En yaygın kullanılan, faktörleri skala üzerinde değerlendirme yöntemi neyi en iyi ölçer biliyor musunuz? Değerlendirenin, o kişi hakkındaki algılarını. Yani aslında bir zihinsel yanılsamayı değerlendirmiş oluruz. Herhalde ileride daha sübjektif bir yöntem bulunamayacak.

Davranışsal beklenti skalaları, 60’lardan kalma, çok sofistike, zor ama somut bir yöntemdir.

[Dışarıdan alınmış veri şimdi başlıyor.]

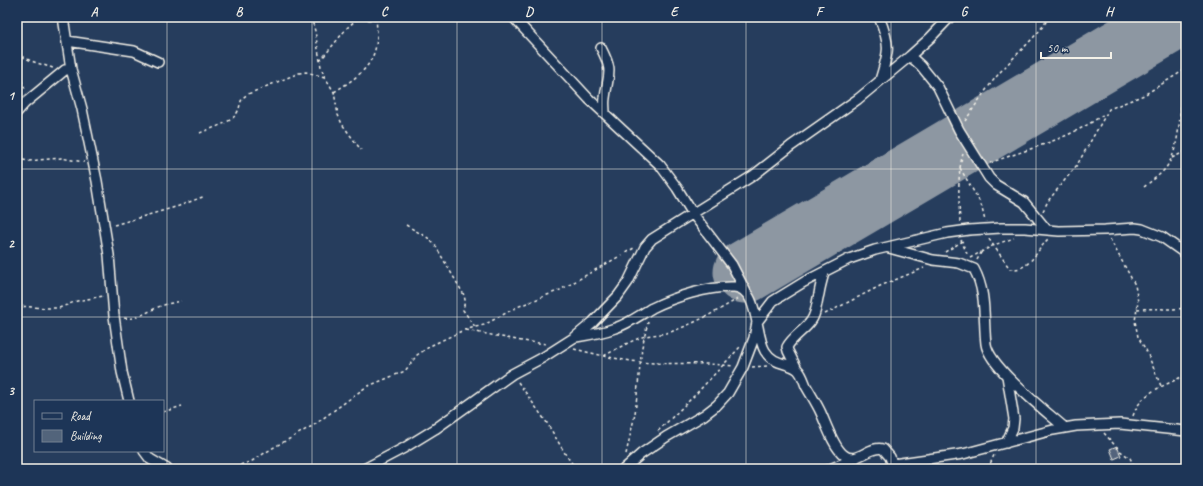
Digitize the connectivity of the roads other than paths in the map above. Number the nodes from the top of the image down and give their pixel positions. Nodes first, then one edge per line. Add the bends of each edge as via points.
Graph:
1 (63, 17) edge
2 (513, 17) edge
3 (879, 17) edge
4 (950, 17) edge
5 (67, 40) junction
6 (601, 48) dead end
7 (910, 56) junction
8 (158, 62) dead end
9 (68, 69) junction
10 (880, 80) junction
11 (17, 112) edge
12 (605, 114) junction
13 (693, 214) junction
14 (1047, 230) junction
15 (887, 247) junction
16 (1186, 253) edge
17 (824, 273) junction
18 (747, 294) junction
19 (758, 322) junction
20 (575, 337) junction
21 (797, 369) junction
22 (1007, 376) junction
23 (129, 400) edge
24 (1065, 428) junction
25 (1186, 432) edge
26 (1003, 444) junction
27 (145, 452) edge
28 (858, 457) junction
29 (893, 466) edge
30 (166, 469) edge
31 (364, 469) edge
32 (624, 469) edge
33 (830, 469) edge

1 - 5 street
2 - 12 street
3 - 10 street via 888,48
4 - 7 street
5 - 8 street via 134,52
5 - 9 street
6 - 12 street via 608,62 610,75 605,98
7 - 10 street
7 - 14 street via 938,87 959,130 981,166 996,185 1024,202
9 - 11 street via 28,100
9 - 23 street via 82,109 93,164 109,255 122,372
10 - 13 street via 754,175
12 - 13 street via 660,165
13 - 18 street via 732,265
13 - 20 street via 652,239 618,296
14 - 15 street via 1025,228 960,231
14 - 16 street via 1142,229 1162,237
15 - 17 street via 849,259
15 - 22 street via 959,263 974,269 983,292 986,345
17 - 19 street via 773,301
17 - 21 street via 818,307 812,320 787,346
18 - 19 street
18 - 20 street via 736,287 721,287 678,298 616,328
19 - 21 street via 759,336 765,351 772,359
19 - 32 street via 744,367 728,393 704,415 666,437
20 - 31 street via 512,374 435,429
21 - 28 street via 840,452 848,457
22 - 24 street
22 - 26 street via 1014,420 1013,428
24 - 25 street via 1120,424
24 - 26 street
26 - 29 street
27 - 30 street via 150,459
28 - 29 street via 881,448
28 - 33 street

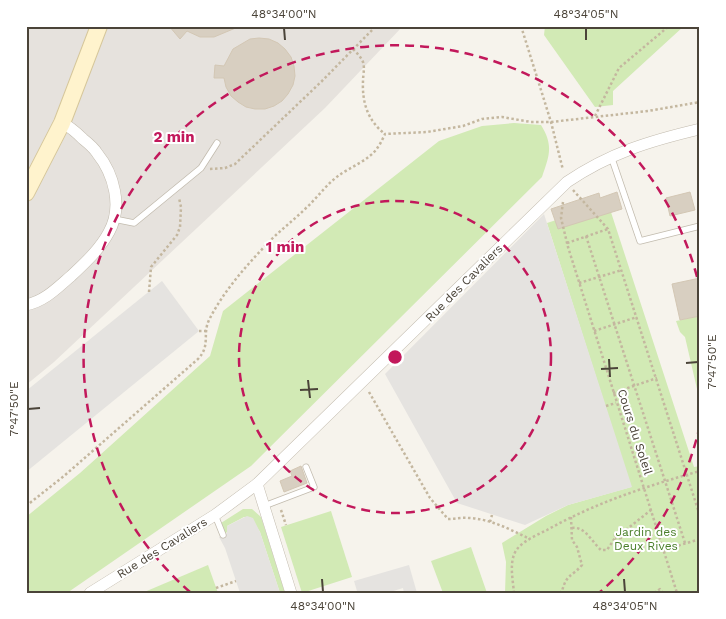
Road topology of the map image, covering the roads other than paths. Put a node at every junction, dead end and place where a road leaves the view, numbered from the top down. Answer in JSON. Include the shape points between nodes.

Drucker’ın 1954’de ortaya attığı hedeflerle yönetim, bugün bütün canlılığıyla ayakta. Ama en çok hata yapılan, en zor olanı da o.

360 derece birçok yere uymaz. Bir dönem modaydı. Çok iyi uygulama örnekleri var.

Sonuç..

Kendi karışımınızı kendiniz yapmak zorundasınız. Bir performans sistemi kurmak demek, önden bir sürü önemli karar vermek demektir.

Bunu İK departmanı kendi başına yapmaya kalkarsa, varmış gibi bir sistemle yaşayacağınız hayatınıza hoş geldiniz.

3’üncü adım: Uygulama.

Uygulama, performans sistemini, kurum kültürünün içine monte etmek demektir. Bu genellikle zaman içinde kendiliğinden olur. Ama hızlandırmanın yolları var: Kılavuzlar, videolar, yaşatarak gösterme, pekiştirmeler (bunu burada anlatmayayım)…

4’üncü adım: Dijitalleştirme.

Sistemin bir akış şeması çıkarılır (süreçlendirilir). Üzerinde çalışılır, geliştirilir. Sonra ‘script’leri (komut dosyaları) yazılır, yazılım diline dönüştürülür. Sonra kodlanır. Sonra ara yüzler geliştirilir. Sonra ortaya, o kuruma özgü bir performans uygulaması veya interaktif web sitesi çıkar.

Üşeniyorsanız, özelleştirilebilir bir yazılım aranır.

Ha bu arada İK zirvelerine gidilir ve performansı Dünya’da nasıl komple kaldırma trendleri olduğu dinlenir.

Sonra işyerine dönülür ve hayat devam eder.